HN 格式的页面数据 - HinTak/caj2pdf GitHub Wiki

HN-格式的页面数据

CAJFILE_FindAllTextExW1, CAJFILE_GetPageTextW, and CAJFILE_SelectTextExW in cajviewer eventually calls WITS_21_S72::GetPageTextW, and WITS_21_S72::FindStringEx, which then calls WITS_21_S72::GetFirstCChar and WITS_21_S72::GetNextCChar.

CAJPage::LoadPage is the only place which uses CT_TAG (=COMPRESSTEXT) and it uses WITS_21_S72::ParsePage, after optionally calls UnCompress(). (CAJDocEditor::DistillB uses CT_TAG for compressing.)

WITS_21_S72::ParsePage are splitted into two, WITS_21_S72::ParseWits21(), WITS_21_S72::ParseSBS2().

Also of interests is WITS_21_S72::GetRectTextW.
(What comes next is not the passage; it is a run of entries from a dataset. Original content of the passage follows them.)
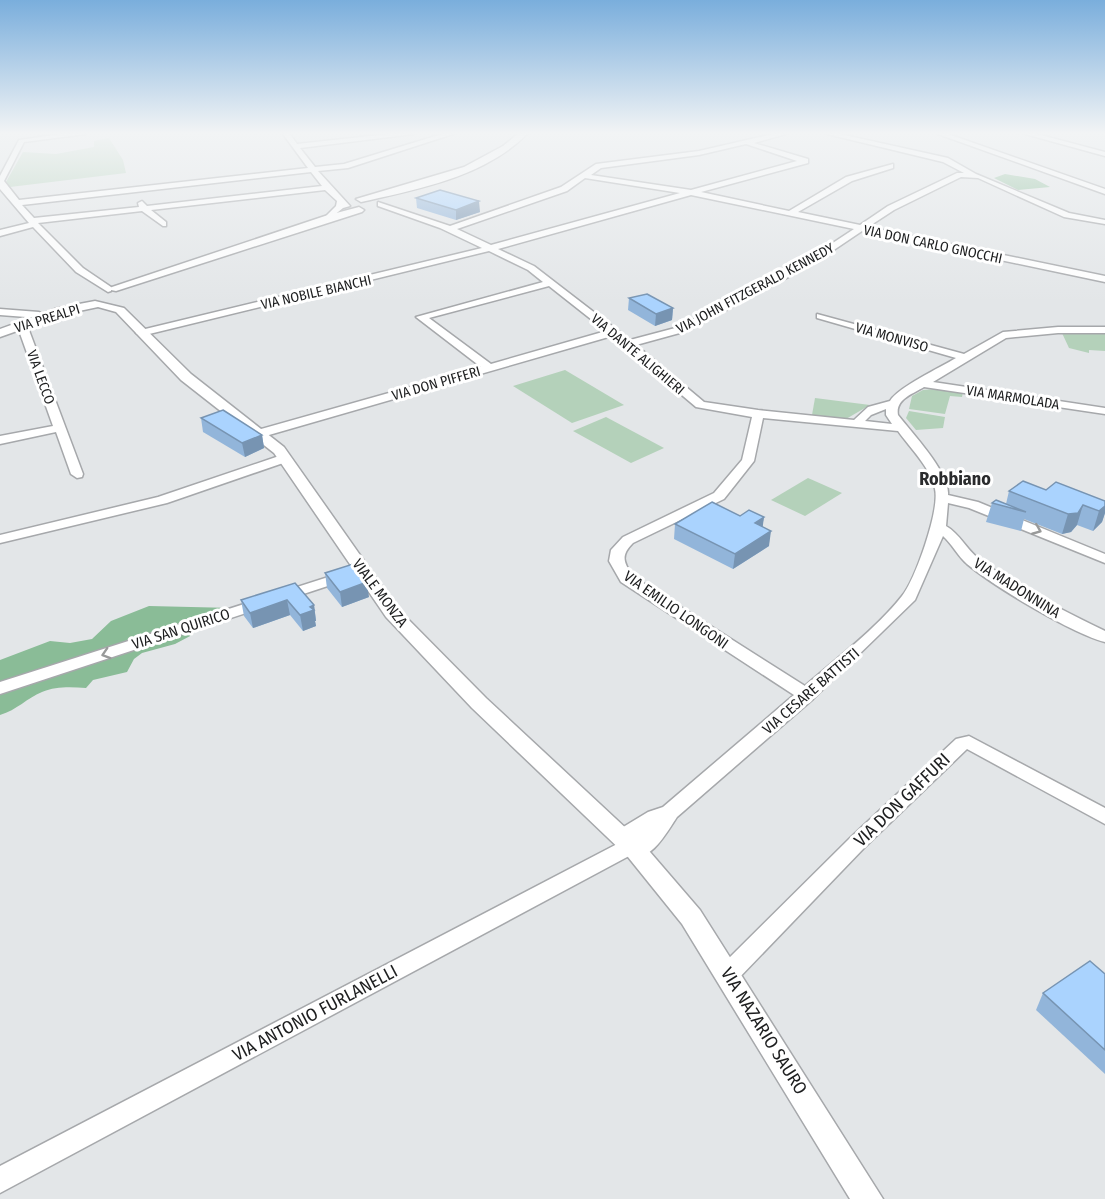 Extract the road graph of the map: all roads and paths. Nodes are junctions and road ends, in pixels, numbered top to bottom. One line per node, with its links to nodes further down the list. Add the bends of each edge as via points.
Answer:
1 (5, 190): 15 (street)
2 (129, 190): 15 (street)
3 (137, 190): 18 (street)
4 (309, 190): 18 (street)
5 (330, 190): 16 (street)
6 (402, 190): 16 (main road)
7 (409, 190): 17 (main road)
8 (560, 190): 26 (street)
9 (674, 190): 14 (street, VIA DON CARLO GNOCCHI)
10 (705, 190): 14 (street, VIA NOBILE BIANCHI)
11 (829, 190): 21 (street)
12 (929, 190): 27 (street, VIA JOHN FITZGERALD KENNEDY, via 891,208)
13 (1008, 190): 23 (street, via 1067,215)
14 (694, 193): 21 (street, VIA DON CARLO GNOCCHI); 29 (street, VIA NOBILE BIANCHI)
15 (17, 203): 24 (street)
16 (349, 203): 17 (main road); 19 (main road); 22 (main road); 22 (street)
17 (381, 203): 19 (main road); 20 (street, VIA DANTE ALIGHIERI)
18 (144, 208): 24 (street); 25 (street)
19 (372, 209): 20 (street, VIA DANTE ALIGHIERI)
20 (397, 211): 26 (street, VIA DANTE ALIGHIERI)
21 (789, 214): 27 (street, VIA DON CARLO GNOCCHI)
22 (328, 218): 30 (main road)
23 (1105, 222)
24 (34, 223): 28 (street); 34 (street)
25 (163, 224)
26 (450, 229): 29 (street, VIA DANTE ALIGHIERI)
27 (861, 229): 31 (street, VIA DON CARLO GNOCCHI); 44 (street, VIA JOHN FITZGERALD KENNEDY, via 810,262 683,329)
28 (0, 232)
29 (490, 249): 32 (street, VIA DANTE ALIGHIERI, via 531,268); 43 (street, VIA NOBILE BIANCHI)
30 (180, 268): 33 (main road); 34 (main road); 35 (main road, via 142,283)
31 (1105, 279)
32 (550, 283): 41 (street, VIA DANTE ALIGHIERI); 46 (street, via 421,316)
33 (110, 289): 34 (main road); 35 (main road, via 123,291)
34 (93, 293): 35 (main road); 38 (main road, VIA PREALPI); 38 (main road, VIA PREALPI, via 62,311)
35 (121, 302): 43 (main road, VIALE MONZA)
36 (0, 312): 38 (street)
37 (821, 316): 45 (street, VIA MONVISO)
38 (17, 321): 39 (main road, VIA PREALPI); 42 (main road, VIA PREALPI); 52 (street, VIA LECCO)
39 (0, 328)
40 (1105, 330): 45 (street, via 1003,335)
41 (614, 332): 44 (street, VIA DANTE ALIGHIERI); 46 (street, VIA DON PIFFERI)
42 (0, 333)
43 (141, 333): 54 (main road, VIALE MONZA, via 186,377)
44 (629, 344): 50 (street, VIA DANTE ALIGHIERI, via 696,403)
45 (963, 357): 47 (street)
46 (490, 368): 54 (street, VIA DON PIFFERI)
47 (920, 383): 48 (street); 49 (street, VIA MARMOLADA)
48 (893, 404): 51 (street, via 867,413); 53 (street, via 892,415)
49 (1105, 411)
50 (758, 414): 51 (street, VIA DANTE ALIGHIERI); 65 (street, VIA EMILIO LONGONI, via 748,461 718,496 628,540 618,550 616,561 626,579)
51 (858, 425): 53 (street, VIA DANTE ALIGHIERI)
52 (60, 428): 55 (street); 57 (street, VIA LECCO)
53 (900, 428): 58 (street, via 933,470)
54 (258, 434): 56 (main road, VIALE MONZA)
55 (0, 440)
56 (285, 458): 60 (street, via 162,500); 62 (main road, VIALE MONZA)
57 (77, 474)
58 (942, 498): 59 (street); 61 (street, one-way to 61, via 973,505)
59 (939, 528): 63 (street, VIA MADONNINA, via 953,536 974,562 1056,614); 65 (street, VIA CESARE BATTISTI, via 906,604)
60 (0, 539)
61 (1105, 559)
62 (361, 570): 64 (street, VIA SAN QUIRICO, one-way to 64); 67 (main road, VIALE MONZA, via 392,613 479,704)
63 (1105, 638)
64 (0, 688)
65 (807, 694): 67 (street, VIA CESARE BATTISTI, via 670,813 654,836)
66 (1105, 818): 68 (street, VIA DON GAFFURI, via 969,742 962,742)
67 (635, 851): 68 (main road, VIA NAZARIO SAURO, via 691,917); 69 (street, VIA ANTONIO FURLANELLI)
68 (728, 974): 70 (main road, VIA NAZARIO SAURO)
69 (0, 1180)
70 (868, 1199)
WITS_21_S72::ParseWits21(), WITS_21_S72::ParseSBS2(), WITS_21_S72::GetFirstCChar and WITS_21_S72::GetNextCChar shares a few things in common: it seems to be a giant switch statement selecting different *CmdObj structures followed by data. These *CmdObj can be Pic, TextColor, Square, PreSquare, Flower, SplitLine, ChemLine, ArrawLine, Ellipse, String, FlowerSide, Bracket, PicRec, Line, S72FlowerSide, and positioning commands.

Likely when it is String we get text, and Pic for picture positioning.